*** Data under study ***
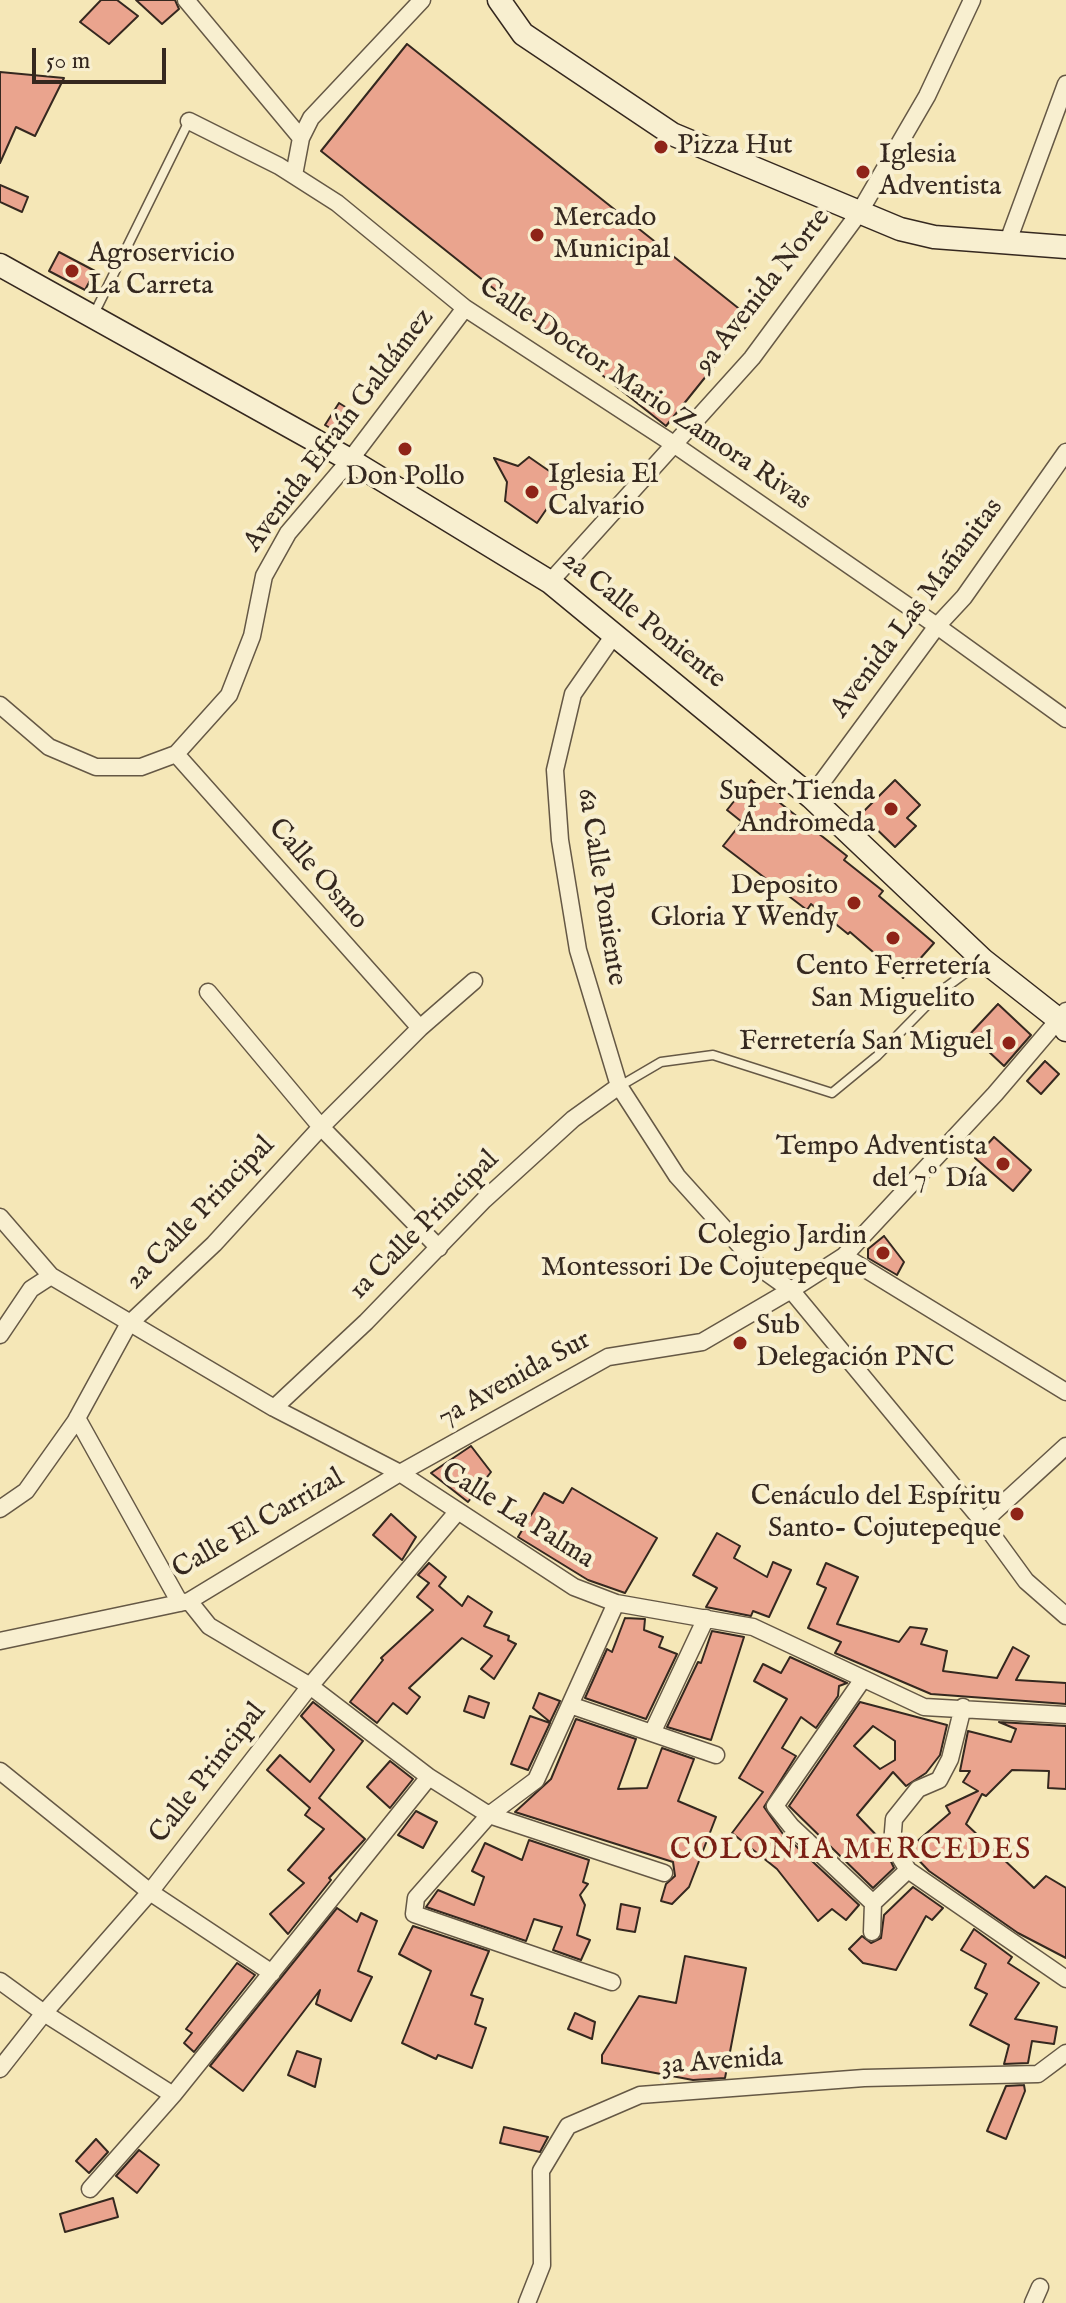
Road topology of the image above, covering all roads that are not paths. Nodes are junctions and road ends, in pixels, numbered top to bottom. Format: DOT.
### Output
graph roads {
  1 [pos="186,0"];
  2 [pos="422,0"];
  3 [pos="499,0"];
  4 [pos="972,0"];
  5 [pos="1066,84"];
  6 [pos="189,121"];
  7 [pos="301,138"];
  8 [pos="294,175"];
  9 [pos="859,213"];
  10 [pos="1007,244"];
  11 [pos="1066,247"];
  12 [pos="0,265"];
  13 [pos="465,308"];
  14 [pos="94,315"];
  15 [pos="672,443"];
  16 [pos="1066,452"];
  17 [pos="350,460"];
  18 [pos="550,582"];
  19 [pos="937,626"];
  20 [pos="614,635"];
  21 [pos="0,705"];
  22 [pos="1066,719"];
  23 [pos="176,754"];
  24 [pos="811,797"];
  25 [pos="983,960"];
  26 [pos="474,981"];
  27 [pos="208,992"];
  28 [pos="1064,1020"];
  29 [pos="420,1028"];
  30 [pos="619,1086"];
  31 [pos="321,1127"];
  32 [pos="0,1217"];
  33 [pos="439,1248"];
  34 [pos="844,1256"];
  35 [pos="51,1276"];
  36 [pos="791,1290"];
  37 [pos="128,1325"];
  38 [pos="0,1335"];
  39 [pos="1066,1392"];
  40 [pos="274,1408"];
  41 [pos="77,1418"];
  42 [pos="1066,1446"];
  43 [pos="400,1473"];
  44 [pos="0,1509"];
  45 [pos="458,1511"];
  46 [pos="983,1522"];
  47 [pos="185,1602"];
  48 [pos="616,1603"];
  49 [pos="1066,1616"];
  50 [pos="706,1618"];
  51 [pos="0,1641"];
  52 [pos="863,1679"];
  53 [pos="310,1686"];
  54 [pos="570,1705"];
  55 [pos="963,1707"];
  56 [pos="1066,1715"];
  57 [pos="653,1731"];
  58 [pos="716,1755"];
  59 [pos="0,1771"];
  60 [pos="429,1777"];
  61 [pos="489,1815"];
  62 [pos="908,1870"];
  63 [pos="664,1873"];
  64 [pos="150,1892"];
  65 [pos="873,1903"];
  66 [pos="872,1932"];
  67 [pos="272,1973"];
  68 [pos="1066,1979"];
  69 [pos="0,1981"];
  70 [pos="612,1982"];
  71 [pos="44,2013"];
  72 [pos="1066,2053"];
  73 [pos="0,2069"];
  74 [pos="173,2095"];
  75 [pos="90,2189"];
  76 [pos="527,2303"];
  1 -- 7 [label="street"];
  2 -- 7 [label="street"];
  3 -- 9 [label="street"];
  4 -- 9 [label="street, 9a Avenida Norte"];
  5 -- 10 [label="street"];
  6 -- 8 [label="street, Calle Doctor Mario Zamora Rivas"];
  6 -- 14 [label="lane"];
  7 -- 8 [label="street"];
  8 -- 13 [label="street, Calle Doctor Mario Zamora Rivas"];
  9 -- 10 [label="street"];
  9 -- 15 [label="street, 9a Avenida Norte"];
  10 -- 11 [label="street"];
  12 -- 14 [label="street, 2a Calle Poniente"];
  13 -- 15 [label="street, Calle Doctor Mario Zamora Rivas"];
  13 -- 17 [label="street, Avenida Efraín Galdámez"];
  14 -- 17 [label="street, 2a Calle Poniente"];
  15 -- 18 [label="street, 9a Avenida Norte"];
  15 -- 19 [label="street, Calle Doctor Mario Zamora Rivas"];
  16 -- 19 [label="street, Avenida Las Mañanitas"];
  17 -- 18 [label="street, 2a Calle Poniente"];
  17 -- 23 [label="street, Avenida Efraín Galdámez"];
  18 -- 20 [label="street, 2a Calle Poniente"];
  19 -- 22 [label="street, Calle Doctor Mario Zamora Rivas"];
  19 -- 24 [label="street, Avenida Las Mañanitas"];
  20 -- 24 [label="street, 2a Calle Poniente"];
  20 -- 30 [label="street, 6a Calle Poniente"];
  21 -- 23 [label="street"];
  23 -- 29 [label="street, Calle Osmo"];
  24 -- 25 [label="street, 2a Calle Poniente"];
  25 -- 28 [label="street, 2a Calle Poniente"];
  25 -- 30 [label="lane"];
  26 -- 29 [label="street, 2a Calle Principal"];
  27 -- 31 [label="street"];
  28 -- 34 [label="street, 7a Avenida Sur"];
  29 -- 31 [label="street, 2a Calle Principal"];
  30 -- 33 [label="street, 1a Calle Principal"];
  30 -- 36 [label="street, 6a Calle Poniente"];
  31 -- 33 [label="street"];
  31 -- 37 [label="street, 2a Calle Principal"];
  32 -- 35 [label="street, Calle La Palma"];
  33 -- 40 [label="street, 1a Calle Principal"];
  34 -- 36 [label="street, 7a Avenida Sur"];
  34 -- 39 [label="street"];
  35 -- 37 [label="street, Calle La Palma"];
  35 -- 38 [label="street"];
  36 -- 43 [label="street, 7a Avenida Sur"];
  36 -- 46 [label="street, 6a Calle Poniente"];
  37 -- 40 [label="street, Calle La Palma"];
  37 -- 41 [label="street, 2a Calle Principal"];
  40 -- 43 [label="street, Calle La Palma"];
  41 -- 44 [label="street, 2a Calle Principal"];
  41 -- 47 [label="street"];
  42 -- 46 [label="street"];
  43 -- 45 [label="street, Calle La Palma"];
  43 -- 47 [label="street, Calle El Carrizal"];
  45 -- 48 [label="street, Calle La Palma"];
  45 -- 53 [label="street, Calle Principal"];
  46 -- 49 [label="street, 6a Calle Poniente"];
  47 -- 51 [label="street, Calle El Carrizal"];
  47 -- 53 [label="street"];
  48 -- 50 [label="street, Calle La Palma"];
  48 -- 54 [label="street"];
  50 -- 52 [label="street, Calle La Palma"];
  50 -- 57 [label="street"];
  52 -- 55 [label="street, Calle La Palma"];
  52 -- 65 [label="street"];
  53 -- 60 [label="street"];
  53 -- 64 [label="street, Calle Principal"];
  54 -- 57 [label="street"];
  54 -- 61 [label="street"];
  55 -- 56 [label="street, Calle La Palma"];
  55 -- 62 [label="street"];
  57 -- 58 [label="street"];
  59 -- 64 [label="street"];
  60 -- 61 [label="street"];
  60 -- 67 [label="street"];
  61 -- 63 [label="street"];
  61 -- 70 [label="street"];
  62 -- 65 [label="street"];
  62 -- 68 [label="street"];
  64 -- 67 [label="street"];
  64 -- 71 [label="street, Calle Principal"];
  65 -- 66 [label="street"];
  67 -- 74 [label="street"];
  69 -- 71 [label="street"];
  71 -- 73 [label="street, Calle Principal"];
  71 -- 74 [label="street"];
  72 -- 76 [label="street, 3a Avenida"];
  74 -- 75 [label="street"];
}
*** End of Data under study ***
■ Exercise details
Among the lines above, find those carrying the word "Zamora" and copy them out.

■ Expected answer
  6 -- 8 [label="street, Calle Doctor Mario Zamora Rivas"];
  8 -- 13 [label="street, Calle Doctor Mario Zamora Rivas"];
  13 -- 15 [label="street, Calle Doctor Mario Zamora Rivas"];
  15 -- 19 [label="street, Calle Doctor Mario Zamora Rivas"];
  19 -- 22 [label="street, Calle Doctor Mario Zamora Rivas"];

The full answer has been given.